Supongo que en esos días fugaces Ramón cumplió con creces las fogosas promesas de sus cartas, eso explicaría la decisión de mi madre de aguardar por años en la esperanza de que él pudiera liberarse de sus ataduras matrimoniales. Aquella cita y sus consecuencias fueron diluyéndose con las semanas. Mi abuelo, que no creía en amores a la distancia, nunca habló del tema y como ella tampoco lo mencionaba, terminó por creer que el implacable desgaste del tiempo había acabado con esa pasión, por lo mismo se llevó una sorpresa tremenda cuando supo de la abrupta llegada del galán a Santiago. En cuanto a mí, apenas sospeché que el príncipe encantado no era material de cuentos sino una persona real, sentí pánico; la idea de que mi madre se entusiasmara con él y nos abandonara me producía retortijones de miedo. Ramón se había enterado que un misterioso pretendiente con más chances que las suyas se perfilaba en el horizonte — quiero pensar que era Benjamín Viel pero carezco de pruebas–y sin más trámite abandonó su puesto en La Paz y se encaramó en el primer avión que consiguió rumbo a Chile.
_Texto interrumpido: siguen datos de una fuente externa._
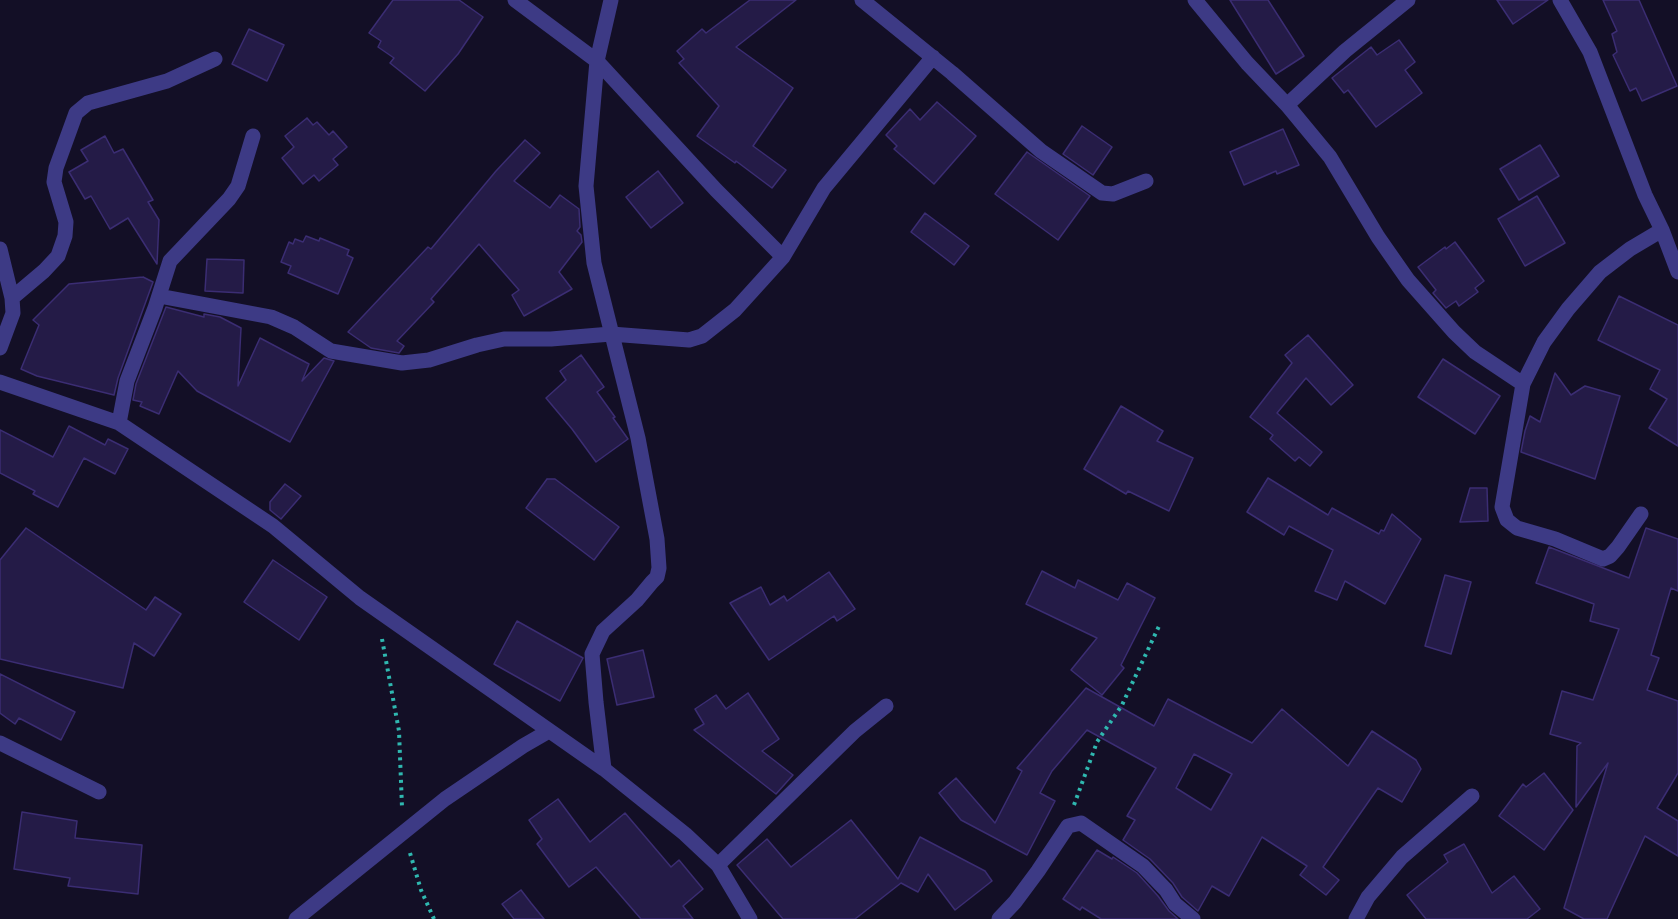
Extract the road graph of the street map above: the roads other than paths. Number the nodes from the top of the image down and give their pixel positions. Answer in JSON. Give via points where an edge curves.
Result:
{"nodes":[{"id":1,"x":515,"y":0,"type":"edge"},
{"id":2,"x":611,"y":0,"type":"edge"},
{"id":3,"x":862,"y":0,"type":"edge"},
{"id":4,"x":1196,"y":0,"type":"edge"},
{"id":5,"x":1408,"y":0,"type":"edge"},
{"id":6,"x":1560,"y":0,"type":"edge"},
{"id":7,"x":933,"y":57,"type":"junction"},
{"id":8,"x":215,"y":59,"type":"dead end"},
{"id":9,"x":597,"y":62,"type":"junction"},
{"id":10,"x":1287,"y":105,"type":"junction"},
{"id":11,"x":253,"y":136,"type":"dead end"},
{"id":12,"x":1146,"y":181,"type":"dead end"},
{"id":13,"x":1662,"y":230,"type":"junction"},
{"id":14,"x":0,"y":249,"type":"edge"},
{"id":15,"x":783,"y":257,"type":"junction"},
{"id":16,"x":1678,"y":272,"type":"edge"},
{"id":17,"x":159,"y":296,"type":"junction"},
{"id":18,"x":12,"y":298,"type":"junction"},
{"id":19,"x":611,"y":334,"type":"junction"},
{"id":20,"x":0,"y":348,"type":"edge"},
{"id":21,"x":0,"y":382,"type":"edge"},
{"id":22,"x":1523,"y":384,"type":"junction"},
{"id":23,"x":119,"y":423,"type":"junction"},
{"id":24,"x":1641,"y":514,"type":"dead end"},
{"id":25,"x":886,"y":706,"type":"dead end"},
{"id":26,"x":549,"y":731,"type":"junction"},
{"id":27,"x":0,"y":743,"type":"edge"},
{"id":28,"x":604,"y":769,"type":"junction"},
{"id":29,"x":99,"y":792,"type":"dead end"},
{"id":30,"x":1473,"y":796,"type":"dead end"},
{"id":31,"x":718,"y":865,"type":"junction"},
{"id":32,"x":296,"y":919,"type":"edge"},
{"id":33,"x":750,"y":919,"type":"edge"},
{"id":34,"x":999,"y":919,"type":"edge"},
{"id":35,"x":1193,"y":919,"type":"edge"},
{"id":36,"x":1356,"y":919,"type":"edge"}],
"edges":[{"from":1,"to":9,"type":"street"},
{"from":2,"to":9,"type":"street"},
{"from":3,"to":7,"type":"street"},
{"from":4,"to":10,"type":"street"},
{"from":5,"to":10,"type":"street"},
{"from":6,"to":13,"type":"street","via":[[1590,52]]},
{"from":7,"to":12,"type":"street","via":[[1041,151],[1102,193],[1113,194]]},
{"from":7,"to":15,"type":"street","via":[[824,188]]},
{"from":8,"to":18,"type":"street","via":[[167,81],[88,103],[76,113],[54,182],[66,222],[65,236],[58,256]]},
{"from":9,"to":15,"type":"street"},
{"from":9,"to":19,"type":"street","via":[[586,186],[594,263]]},
{"from":10,"to":22,"type":"street","via":[[1329,157],[1408,280],[1475,352]]},
{"from":11,"to":17,"type":"street","via":[[238,186],[170,261]]},
{"from":13,"to":16,"type":"street"},
{"from":13,"to":22,"type":"street","via":[[1600,272],[1544,342]]},
{"from":14,"to":18,"type":"street"},
{"from":15,"to":19,"type":"street","via":[[735,310],[702,336],[689,340]]},
{"from":17,"to":19,"type":"street","via":[[271,317],[331,351],[402,363],[429,360],[504,339]]},
{"from":17,"to":23,"type":"street","via":[[127,381]]},
{"from":18,"to":20,"type":"street","via":[[13,313]]},
{"from":19,"to":28,"type":"street","via":[[638,438],[659,568],[645,591],[603,631],[592,654]]},
{"from":21,"to":23,"type":"street"},
{"from":22,"to":24,"type":"street","via":[[1502,507],[1507,520],[1517,528],[1607,559]]},
{"from":23,"to":26,"type":"street","via":[[273,526],[360,598]]},
{"from":25,"to":31,"type":"street","via":[[855,731]]},
{"from":26,"to":28,"type":"street"},
{"from":26,"to":32,"type":"street","via":[[445,799]]},
{"from":27,"to":29,"type":"street"},
{"from":28,"to":31,"type":"street"},
{"from":30,"to":36,"type":"street","via":[[1402,856],[1368,897]]},
{"from":31,"to":33,"type":"street"},
{"from":34,"to":35,"type":"street","via":[[1015,903],[1068,826],[1081,823],[1143,866]]}]}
Mientras estuvo en el extranjero no fue tan notoria la separación con su esposa, pero cuando llegó a Santiago y no se instaló bajo el techo conyugal, la situación explotó; se movilizaron parientes, amigos y conocidos en una campaña tenaz para devolverlo al

seno del hogar legítimo. En esos días íbamos con mis hermanos por la calle de la mano de Margara cuando una señora muy acomodada nos gritó hijos de puta a voz en cuello. En vista de la testarudez de ese marido recalcitrante, el tío obispo se presentó ante mi abuelo para exigir su intervención. Exaltado de furor cristiano y envuelto en olor de santidad–no se había bañado en quince años–lo puso al día sobre los pecados de su hija, una Betsabé enviada por el Maligno para perder a los mortales. Mi abuelo no era hombre de aceptar aquella retórica referida a un miembro de su familia ni de dejarse apabullar por un cura, por mucha que fuera su fama de santo, pero comprendió que debía salir al encuentro del escándalo antes que fuera tarde.